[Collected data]
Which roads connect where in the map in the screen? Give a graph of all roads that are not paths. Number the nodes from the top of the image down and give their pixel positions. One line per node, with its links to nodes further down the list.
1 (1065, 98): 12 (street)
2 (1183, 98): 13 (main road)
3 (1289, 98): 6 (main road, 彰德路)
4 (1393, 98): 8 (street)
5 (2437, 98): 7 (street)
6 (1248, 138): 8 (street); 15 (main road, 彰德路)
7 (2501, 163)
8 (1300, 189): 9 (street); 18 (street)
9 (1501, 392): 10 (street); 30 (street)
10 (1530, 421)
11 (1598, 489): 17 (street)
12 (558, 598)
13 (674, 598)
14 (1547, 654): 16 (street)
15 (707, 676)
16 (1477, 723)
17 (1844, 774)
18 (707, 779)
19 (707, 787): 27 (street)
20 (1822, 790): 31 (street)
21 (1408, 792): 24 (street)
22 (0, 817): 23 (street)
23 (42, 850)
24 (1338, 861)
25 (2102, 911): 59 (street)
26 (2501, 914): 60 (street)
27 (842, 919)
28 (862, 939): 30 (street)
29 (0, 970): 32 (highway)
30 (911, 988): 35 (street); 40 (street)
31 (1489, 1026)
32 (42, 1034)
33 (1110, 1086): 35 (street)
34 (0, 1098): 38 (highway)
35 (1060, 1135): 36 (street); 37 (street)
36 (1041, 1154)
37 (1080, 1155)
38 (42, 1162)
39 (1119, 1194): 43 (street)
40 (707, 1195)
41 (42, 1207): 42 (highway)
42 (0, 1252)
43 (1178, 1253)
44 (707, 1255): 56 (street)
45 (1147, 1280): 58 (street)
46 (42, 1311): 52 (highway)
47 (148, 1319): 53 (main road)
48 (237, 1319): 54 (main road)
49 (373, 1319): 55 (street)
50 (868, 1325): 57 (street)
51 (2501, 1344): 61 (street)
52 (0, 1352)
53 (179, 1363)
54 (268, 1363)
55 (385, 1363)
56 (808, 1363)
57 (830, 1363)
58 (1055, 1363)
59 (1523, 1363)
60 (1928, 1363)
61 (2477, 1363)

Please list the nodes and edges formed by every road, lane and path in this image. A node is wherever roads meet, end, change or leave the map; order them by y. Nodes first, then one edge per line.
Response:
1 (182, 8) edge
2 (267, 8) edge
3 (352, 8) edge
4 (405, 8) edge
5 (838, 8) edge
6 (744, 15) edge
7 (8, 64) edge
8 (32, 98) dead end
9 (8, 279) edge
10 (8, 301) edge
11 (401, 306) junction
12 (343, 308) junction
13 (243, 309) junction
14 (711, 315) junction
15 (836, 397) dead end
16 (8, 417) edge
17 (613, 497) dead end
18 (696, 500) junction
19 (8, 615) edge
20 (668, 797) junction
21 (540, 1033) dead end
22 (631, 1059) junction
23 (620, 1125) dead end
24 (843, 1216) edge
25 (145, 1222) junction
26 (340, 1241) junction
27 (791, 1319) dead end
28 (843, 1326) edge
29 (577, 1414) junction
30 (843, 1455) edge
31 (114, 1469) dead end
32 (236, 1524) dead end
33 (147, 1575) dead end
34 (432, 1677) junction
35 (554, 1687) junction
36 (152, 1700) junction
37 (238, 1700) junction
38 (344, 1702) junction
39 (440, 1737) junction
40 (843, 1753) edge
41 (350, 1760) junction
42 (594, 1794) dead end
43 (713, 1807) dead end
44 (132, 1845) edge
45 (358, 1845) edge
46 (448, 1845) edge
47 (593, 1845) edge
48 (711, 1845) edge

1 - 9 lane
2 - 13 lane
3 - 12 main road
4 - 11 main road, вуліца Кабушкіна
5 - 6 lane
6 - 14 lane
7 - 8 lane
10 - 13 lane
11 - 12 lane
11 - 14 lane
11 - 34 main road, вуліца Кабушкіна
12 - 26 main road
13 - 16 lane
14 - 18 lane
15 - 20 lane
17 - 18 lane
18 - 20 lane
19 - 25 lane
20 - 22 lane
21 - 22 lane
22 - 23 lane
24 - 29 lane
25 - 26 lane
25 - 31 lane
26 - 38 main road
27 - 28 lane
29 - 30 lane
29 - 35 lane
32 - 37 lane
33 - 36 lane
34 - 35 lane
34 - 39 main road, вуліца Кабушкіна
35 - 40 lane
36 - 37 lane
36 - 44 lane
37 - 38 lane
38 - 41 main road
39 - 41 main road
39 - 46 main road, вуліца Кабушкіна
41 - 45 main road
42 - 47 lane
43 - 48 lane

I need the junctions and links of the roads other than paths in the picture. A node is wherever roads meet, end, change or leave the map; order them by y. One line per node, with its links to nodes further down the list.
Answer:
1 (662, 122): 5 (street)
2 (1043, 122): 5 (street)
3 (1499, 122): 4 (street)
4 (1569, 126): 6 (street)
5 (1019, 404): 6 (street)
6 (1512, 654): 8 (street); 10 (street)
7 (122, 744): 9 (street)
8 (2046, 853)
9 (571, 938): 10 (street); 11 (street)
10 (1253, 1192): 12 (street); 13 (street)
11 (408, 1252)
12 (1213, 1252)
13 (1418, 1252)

#### Aim of the task:
Where a line of the data holds "highway", show that line.

#### Answer section:
29 (0, 970): 32 (highway)
34 (0, 1098): 38 (highway)
41 (42, 1207): 42 (highway)
46 (42, 1311): 52 (highway)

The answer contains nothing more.